For the data below, report how many lines include the word "give", and write nothing else.

-------

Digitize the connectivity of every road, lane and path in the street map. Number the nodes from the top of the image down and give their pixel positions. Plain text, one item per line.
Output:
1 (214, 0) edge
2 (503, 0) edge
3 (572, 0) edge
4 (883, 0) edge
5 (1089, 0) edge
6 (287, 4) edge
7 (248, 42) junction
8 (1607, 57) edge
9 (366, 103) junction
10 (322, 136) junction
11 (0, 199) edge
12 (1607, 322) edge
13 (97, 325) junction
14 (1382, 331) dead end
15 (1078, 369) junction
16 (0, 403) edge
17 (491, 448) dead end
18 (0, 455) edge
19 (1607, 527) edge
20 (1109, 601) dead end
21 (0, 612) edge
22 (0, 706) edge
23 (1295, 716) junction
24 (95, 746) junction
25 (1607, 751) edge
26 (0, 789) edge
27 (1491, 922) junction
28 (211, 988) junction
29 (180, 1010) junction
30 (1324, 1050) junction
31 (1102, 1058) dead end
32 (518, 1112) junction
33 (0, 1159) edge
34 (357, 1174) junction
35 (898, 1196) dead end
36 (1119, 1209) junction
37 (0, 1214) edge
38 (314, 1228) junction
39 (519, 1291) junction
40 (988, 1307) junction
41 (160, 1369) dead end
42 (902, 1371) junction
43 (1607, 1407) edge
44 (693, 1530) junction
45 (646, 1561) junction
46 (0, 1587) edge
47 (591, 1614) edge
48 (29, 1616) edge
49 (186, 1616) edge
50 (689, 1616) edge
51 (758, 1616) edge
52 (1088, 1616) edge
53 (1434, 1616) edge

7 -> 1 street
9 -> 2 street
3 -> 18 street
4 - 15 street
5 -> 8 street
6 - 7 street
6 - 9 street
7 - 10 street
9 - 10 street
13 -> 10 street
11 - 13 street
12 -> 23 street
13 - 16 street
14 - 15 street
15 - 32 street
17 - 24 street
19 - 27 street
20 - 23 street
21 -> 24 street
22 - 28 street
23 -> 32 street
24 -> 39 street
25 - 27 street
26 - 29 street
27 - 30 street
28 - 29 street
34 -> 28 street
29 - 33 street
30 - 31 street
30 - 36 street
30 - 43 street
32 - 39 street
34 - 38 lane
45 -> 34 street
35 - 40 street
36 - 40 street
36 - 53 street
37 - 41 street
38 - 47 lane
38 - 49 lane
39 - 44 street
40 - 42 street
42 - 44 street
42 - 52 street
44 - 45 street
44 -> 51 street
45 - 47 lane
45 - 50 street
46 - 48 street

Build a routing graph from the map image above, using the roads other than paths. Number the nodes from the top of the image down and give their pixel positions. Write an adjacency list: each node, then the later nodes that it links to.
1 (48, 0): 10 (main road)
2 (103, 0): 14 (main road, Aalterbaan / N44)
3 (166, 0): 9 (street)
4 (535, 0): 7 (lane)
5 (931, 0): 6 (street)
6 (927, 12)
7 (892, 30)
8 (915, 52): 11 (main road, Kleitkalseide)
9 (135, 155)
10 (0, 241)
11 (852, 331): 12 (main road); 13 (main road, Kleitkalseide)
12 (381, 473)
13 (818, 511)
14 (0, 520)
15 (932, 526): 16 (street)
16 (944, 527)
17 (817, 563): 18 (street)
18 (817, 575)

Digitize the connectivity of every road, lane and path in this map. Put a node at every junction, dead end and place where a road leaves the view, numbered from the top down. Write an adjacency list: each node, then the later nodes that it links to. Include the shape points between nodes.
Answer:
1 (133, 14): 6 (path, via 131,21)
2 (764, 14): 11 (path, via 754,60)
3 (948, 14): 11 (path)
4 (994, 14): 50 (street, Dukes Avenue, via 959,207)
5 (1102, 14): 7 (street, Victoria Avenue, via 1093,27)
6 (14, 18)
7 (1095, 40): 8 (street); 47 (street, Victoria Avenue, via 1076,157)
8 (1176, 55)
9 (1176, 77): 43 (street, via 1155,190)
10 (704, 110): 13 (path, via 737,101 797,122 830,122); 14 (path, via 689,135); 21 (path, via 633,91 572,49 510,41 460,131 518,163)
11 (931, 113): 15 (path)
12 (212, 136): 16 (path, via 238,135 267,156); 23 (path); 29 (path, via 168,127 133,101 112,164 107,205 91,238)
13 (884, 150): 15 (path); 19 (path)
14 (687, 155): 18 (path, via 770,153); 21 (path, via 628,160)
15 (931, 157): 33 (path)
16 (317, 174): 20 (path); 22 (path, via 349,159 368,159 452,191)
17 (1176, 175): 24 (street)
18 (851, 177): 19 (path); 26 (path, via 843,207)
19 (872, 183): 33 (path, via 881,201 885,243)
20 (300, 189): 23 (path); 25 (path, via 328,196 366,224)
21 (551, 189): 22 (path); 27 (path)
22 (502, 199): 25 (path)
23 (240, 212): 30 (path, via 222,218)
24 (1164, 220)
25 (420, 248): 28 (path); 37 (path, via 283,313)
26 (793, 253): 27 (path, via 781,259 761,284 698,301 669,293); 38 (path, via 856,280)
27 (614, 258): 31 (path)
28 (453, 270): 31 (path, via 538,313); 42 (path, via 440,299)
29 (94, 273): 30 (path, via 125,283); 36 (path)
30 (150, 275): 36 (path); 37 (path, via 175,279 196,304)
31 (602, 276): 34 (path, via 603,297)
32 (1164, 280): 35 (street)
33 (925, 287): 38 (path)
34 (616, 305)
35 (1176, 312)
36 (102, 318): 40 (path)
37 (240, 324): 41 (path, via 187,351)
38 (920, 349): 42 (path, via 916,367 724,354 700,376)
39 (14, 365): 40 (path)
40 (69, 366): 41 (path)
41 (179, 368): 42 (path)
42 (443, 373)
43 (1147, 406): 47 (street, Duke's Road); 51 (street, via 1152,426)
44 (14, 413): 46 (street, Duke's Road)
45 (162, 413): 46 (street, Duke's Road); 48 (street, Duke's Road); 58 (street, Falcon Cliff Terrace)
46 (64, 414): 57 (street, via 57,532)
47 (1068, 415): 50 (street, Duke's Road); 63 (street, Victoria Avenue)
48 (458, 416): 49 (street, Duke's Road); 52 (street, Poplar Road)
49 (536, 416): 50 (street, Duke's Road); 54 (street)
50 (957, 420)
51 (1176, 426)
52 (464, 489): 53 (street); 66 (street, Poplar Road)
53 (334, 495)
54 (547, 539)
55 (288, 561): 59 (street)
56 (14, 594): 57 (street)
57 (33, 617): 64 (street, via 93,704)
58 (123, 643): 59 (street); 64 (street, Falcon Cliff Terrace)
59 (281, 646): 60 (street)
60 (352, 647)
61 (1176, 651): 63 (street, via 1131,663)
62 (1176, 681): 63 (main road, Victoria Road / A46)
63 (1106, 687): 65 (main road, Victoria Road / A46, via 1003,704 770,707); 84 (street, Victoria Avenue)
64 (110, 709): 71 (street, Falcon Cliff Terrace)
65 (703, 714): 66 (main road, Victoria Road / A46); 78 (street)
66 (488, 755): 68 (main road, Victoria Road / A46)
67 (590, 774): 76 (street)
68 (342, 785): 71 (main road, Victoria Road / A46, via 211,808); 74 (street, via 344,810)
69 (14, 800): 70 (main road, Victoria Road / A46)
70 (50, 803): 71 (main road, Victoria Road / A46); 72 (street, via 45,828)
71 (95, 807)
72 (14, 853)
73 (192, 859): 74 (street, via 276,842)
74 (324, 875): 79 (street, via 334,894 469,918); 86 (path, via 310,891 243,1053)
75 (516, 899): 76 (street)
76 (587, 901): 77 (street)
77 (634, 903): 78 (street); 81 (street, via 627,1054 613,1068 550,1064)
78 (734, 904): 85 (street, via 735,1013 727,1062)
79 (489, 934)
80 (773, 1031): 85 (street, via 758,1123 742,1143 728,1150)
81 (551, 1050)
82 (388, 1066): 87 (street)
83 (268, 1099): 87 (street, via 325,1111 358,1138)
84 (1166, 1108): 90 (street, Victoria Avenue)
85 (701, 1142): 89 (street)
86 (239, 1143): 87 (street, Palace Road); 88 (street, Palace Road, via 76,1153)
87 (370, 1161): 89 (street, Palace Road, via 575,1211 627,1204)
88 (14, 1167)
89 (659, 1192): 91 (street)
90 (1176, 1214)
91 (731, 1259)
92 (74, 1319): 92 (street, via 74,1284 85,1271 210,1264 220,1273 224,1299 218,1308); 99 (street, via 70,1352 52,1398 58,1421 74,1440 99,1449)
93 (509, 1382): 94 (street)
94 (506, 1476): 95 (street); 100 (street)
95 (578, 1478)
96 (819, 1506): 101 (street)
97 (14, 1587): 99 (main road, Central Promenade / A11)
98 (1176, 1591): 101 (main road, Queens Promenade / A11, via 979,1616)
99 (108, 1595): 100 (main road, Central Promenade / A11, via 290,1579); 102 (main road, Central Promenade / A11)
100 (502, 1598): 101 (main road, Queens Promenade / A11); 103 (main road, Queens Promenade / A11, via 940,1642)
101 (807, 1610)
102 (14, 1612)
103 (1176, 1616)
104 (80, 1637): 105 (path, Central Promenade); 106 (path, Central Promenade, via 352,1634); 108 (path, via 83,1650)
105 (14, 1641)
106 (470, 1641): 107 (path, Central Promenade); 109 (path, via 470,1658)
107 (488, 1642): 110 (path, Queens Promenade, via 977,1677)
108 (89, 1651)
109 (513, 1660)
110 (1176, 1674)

-------

[TASK SOLUTION]:
2